• WORK TO BE COMPLETED: Write only the number of lines in the records beneath that hold "Lemal".

• Saved entries:
_ _ _ _ _

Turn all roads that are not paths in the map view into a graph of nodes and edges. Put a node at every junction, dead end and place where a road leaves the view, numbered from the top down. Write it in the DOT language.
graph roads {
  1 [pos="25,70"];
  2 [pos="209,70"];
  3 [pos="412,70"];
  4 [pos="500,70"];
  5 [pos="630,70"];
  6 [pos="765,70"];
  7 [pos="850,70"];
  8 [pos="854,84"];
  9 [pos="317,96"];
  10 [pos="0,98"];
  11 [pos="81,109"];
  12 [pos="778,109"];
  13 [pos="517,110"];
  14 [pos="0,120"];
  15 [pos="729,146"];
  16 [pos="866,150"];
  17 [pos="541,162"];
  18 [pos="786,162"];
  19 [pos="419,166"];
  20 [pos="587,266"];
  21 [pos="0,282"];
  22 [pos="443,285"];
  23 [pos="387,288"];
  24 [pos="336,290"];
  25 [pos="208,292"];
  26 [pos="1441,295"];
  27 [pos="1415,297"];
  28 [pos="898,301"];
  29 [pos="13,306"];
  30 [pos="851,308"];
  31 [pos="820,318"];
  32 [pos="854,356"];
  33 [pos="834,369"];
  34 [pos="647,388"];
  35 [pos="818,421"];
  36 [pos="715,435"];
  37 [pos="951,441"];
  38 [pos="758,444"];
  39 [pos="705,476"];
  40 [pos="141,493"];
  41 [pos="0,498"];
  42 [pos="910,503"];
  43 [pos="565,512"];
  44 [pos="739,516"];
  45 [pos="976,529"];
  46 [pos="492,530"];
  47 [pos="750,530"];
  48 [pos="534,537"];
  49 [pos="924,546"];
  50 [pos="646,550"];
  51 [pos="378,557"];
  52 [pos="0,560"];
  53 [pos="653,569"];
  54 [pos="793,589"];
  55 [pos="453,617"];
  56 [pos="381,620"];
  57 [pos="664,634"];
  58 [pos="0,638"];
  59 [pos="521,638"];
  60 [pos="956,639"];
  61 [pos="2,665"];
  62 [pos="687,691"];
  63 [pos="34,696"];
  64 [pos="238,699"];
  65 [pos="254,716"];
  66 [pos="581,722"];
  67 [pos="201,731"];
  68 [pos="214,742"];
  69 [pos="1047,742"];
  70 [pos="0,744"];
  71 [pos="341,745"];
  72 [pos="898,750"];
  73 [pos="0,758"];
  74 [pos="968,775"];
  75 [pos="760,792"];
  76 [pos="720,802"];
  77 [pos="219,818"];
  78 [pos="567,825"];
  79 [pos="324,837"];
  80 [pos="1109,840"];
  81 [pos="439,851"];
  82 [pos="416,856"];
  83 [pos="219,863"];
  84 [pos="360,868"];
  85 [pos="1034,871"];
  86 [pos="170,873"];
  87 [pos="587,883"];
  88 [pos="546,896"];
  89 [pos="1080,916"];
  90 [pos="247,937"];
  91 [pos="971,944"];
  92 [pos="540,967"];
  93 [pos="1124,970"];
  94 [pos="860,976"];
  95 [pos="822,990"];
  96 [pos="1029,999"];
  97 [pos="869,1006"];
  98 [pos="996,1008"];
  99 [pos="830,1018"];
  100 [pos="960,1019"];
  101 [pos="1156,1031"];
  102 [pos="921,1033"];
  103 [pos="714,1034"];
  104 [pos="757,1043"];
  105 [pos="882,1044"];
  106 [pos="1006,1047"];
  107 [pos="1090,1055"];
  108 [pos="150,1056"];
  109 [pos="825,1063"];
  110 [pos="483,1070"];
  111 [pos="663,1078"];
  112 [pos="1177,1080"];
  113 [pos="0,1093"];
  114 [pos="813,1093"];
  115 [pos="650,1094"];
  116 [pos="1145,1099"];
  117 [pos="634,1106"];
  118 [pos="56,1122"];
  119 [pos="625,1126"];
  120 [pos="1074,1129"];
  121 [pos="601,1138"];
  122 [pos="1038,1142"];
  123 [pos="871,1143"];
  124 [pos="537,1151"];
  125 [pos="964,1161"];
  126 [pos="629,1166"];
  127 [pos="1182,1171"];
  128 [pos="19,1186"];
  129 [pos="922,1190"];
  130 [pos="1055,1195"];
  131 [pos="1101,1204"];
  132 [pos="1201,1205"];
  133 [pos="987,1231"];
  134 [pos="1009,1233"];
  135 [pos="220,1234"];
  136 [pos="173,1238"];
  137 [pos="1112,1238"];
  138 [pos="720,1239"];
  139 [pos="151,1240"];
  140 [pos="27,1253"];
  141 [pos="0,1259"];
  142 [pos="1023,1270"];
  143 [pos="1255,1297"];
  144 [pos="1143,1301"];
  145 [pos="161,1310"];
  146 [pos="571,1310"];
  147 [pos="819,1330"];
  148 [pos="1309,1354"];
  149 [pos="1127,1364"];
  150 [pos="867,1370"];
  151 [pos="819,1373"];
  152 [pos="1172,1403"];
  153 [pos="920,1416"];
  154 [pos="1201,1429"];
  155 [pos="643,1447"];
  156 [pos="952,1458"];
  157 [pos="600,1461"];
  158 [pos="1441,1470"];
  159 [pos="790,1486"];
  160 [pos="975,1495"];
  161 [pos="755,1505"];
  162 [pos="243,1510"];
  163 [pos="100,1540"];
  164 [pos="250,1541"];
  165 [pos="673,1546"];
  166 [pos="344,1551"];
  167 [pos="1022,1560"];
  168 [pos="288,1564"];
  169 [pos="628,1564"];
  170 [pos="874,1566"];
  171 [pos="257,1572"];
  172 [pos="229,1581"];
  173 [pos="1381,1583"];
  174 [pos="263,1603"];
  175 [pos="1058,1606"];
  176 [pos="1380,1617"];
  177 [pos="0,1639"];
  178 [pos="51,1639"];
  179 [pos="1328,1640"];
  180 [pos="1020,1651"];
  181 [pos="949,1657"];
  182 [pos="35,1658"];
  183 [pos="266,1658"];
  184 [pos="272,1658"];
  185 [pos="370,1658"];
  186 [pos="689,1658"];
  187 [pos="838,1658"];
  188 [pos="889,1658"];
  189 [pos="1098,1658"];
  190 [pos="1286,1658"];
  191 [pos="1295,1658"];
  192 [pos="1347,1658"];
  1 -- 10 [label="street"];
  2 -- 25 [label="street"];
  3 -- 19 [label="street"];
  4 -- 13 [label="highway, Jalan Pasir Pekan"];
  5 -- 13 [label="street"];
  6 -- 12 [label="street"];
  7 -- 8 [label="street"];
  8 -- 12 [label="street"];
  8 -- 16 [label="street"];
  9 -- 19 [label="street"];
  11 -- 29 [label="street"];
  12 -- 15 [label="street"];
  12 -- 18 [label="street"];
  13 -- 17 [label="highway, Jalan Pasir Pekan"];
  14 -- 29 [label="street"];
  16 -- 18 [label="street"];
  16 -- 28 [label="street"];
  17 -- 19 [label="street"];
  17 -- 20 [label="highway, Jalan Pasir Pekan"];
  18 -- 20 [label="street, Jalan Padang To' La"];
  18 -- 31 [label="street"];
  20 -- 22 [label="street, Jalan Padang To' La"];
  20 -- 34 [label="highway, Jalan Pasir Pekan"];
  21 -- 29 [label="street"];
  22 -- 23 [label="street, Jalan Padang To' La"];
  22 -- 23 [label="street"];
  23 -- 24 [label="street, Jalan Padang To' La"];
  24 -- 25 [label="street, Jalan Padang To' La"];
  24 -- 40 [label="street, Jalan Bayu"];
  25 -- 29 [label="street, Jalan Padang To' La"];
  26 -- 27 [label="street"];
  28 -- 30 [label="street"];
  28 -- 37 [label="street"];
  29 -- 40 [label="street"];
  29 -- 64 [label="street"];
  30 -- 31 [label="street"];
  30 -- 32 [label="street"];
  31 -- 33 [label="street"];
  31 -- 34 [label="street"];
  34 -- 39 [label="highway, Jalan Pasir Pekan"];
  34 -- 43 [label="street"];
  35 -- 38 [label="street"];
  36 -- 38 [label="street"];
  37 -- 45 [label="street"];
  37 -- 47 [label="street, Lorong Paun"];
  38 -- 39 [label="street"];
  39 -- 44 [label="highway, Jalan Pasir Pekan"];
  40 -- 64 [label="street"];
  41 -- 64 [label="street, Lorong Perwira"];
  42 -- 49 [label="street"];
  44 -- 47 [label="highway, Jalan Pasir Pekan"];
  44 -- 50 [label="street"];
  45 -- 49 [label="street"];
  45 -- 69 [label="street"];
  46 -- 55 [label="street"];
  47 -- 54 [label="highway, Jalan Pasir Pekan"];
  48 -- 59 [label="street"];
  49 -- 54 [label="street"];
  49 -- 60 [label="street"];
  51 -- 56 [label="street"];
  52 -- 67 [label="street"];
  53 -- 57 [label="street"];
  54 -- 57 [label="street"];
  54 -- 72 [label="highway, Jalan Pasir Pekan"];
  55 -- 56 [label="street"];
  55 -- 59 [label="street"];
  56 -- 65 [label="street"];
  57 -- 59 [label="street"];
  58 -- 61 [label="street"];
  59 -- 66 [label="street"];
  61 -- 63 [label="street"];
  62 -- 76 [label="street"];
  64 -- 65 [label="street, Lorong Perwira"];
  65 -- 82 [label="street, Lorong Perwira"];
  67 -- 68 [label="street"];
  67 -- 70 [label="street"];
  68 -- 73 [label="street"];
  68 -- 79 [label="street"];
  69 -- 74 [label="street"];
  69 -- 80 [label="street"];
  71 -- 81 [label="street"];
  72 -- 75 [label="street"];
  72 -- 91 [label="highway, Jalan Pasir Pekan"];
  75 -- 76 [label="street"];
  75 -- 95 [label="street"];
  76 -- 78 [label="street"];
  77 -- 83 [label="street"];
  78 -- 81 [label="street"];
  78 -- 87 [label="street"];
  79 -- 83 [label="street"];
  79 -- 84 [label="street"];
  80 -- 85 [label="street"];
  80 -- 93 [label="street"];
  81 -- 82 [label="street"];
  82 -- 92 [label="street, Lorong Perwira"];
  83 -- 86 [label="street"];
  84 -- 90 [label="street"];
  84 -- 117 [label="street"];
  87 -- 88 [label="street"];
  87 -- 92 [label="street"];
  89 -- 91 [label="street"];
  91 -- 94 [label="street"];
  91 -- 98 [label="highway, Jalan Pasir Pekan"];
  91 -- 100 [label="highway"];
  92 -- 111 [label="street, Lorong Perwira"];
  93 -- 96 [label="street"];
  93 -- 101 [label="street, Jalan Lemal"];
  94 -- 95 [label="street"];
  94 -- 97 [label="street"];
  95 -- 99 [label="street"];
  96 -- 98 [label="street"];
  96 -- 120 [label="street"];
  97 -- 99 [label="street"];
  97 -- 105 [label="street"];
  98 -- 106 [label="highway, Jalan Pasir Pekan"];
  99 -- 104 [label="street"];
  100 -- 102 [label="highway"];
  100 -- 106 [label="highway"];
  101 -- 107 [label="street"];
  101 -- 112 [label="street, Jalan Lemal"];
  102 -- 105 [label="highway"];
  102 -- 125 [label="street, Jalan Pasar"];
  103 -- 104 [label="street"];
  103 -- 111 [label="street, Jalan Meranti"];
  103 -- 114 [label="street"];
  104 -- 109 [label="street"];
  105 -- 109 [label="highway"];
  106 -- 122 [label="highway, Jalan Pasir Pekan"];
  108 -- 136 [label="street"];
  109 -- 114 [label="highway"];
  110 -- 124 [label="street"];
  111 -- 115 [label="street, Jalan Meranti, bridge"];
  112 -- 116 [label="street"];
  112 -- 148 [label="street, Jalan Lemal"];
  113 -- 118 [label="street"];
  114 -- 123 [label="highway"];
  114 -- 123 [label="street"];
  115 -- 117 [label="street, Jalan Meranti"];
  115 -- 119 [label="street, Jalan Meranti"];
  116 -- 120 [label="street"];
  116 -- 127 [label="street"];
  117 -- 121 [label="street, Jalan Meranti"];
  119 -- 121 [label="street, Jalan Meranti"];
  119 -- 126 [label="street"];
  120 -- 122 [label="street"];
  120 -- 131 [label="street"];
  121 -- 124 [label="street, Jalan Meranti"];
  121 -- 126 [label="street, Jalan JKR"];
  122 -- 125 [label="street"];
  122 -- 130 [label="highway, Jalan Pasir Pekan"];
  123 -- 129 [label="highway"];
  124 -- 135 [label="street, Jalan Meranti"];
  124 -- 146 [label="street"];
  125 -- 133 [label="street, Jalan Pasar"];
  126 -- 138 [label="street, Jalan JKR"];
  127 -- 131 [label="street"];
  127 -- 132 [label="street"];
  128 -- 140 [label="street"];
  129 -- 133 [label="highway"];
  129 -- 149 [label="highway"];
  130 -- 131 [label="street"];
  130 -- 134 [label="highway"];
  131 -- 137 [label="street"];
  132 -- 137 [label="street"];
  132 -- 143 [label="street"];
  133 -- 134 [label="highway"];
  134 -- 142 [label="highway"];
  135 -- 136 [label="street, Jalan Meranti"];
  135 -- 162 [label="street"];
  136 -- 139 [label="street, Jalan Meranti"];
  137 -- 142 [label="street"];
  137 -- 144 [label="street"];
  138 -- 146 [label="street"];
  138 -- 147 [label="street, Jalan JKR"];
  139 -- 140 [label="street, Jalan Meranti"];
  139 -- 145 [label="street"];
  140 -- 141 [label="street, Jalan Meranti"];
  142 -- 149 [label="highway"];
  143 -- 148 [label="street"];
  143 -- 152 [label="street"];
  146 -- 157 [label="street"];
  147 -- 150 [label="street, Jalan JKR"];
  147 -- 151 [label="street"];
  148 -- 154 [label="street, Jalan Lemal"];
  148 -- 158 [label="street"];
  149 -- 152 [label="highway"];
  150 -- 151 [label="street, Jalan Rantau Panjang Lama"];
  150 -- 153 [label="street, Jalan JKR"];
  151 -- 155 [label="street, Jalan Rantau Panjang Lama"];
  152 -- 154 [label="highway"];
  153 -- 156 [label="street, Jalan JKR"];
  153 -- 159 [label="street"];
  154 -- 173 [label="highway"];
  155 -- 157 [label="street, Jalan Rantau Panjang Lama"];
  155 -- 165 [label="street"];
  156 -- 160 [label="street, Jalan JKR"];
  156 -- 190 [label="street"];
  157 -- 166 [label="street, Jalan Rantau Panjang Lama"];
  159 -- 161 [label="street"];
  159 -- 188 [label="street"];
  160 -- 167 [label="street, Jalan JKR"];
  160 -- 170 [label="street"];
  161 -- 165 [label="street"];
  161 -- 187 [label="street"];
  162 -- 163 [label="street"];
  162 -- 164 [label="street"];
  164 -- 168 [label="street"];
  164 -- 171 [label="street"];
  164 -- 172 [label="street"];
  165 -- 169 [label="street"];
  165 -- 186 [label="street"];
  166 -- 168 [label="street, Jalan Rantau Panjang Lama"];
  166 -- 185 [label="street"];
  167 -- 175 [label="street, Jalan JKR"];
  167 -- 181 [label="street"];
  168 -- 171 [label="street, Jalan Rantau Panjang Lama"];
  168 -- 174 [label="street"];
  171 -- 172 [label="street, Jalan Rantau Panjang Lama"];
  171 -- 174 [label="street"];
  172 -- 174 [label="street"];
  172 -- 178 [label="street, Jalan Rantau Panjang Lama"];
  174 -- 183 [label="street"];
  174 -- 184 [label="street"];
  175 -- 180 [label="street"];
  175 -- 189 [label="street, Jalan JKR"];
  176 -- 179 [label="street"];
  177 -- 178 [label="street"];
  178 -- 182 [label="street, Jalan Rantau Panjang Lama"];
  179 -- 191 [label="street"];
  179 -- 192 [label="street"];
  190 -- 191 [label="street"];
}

_ _ _ _ _

• RESPONSE BOX: 4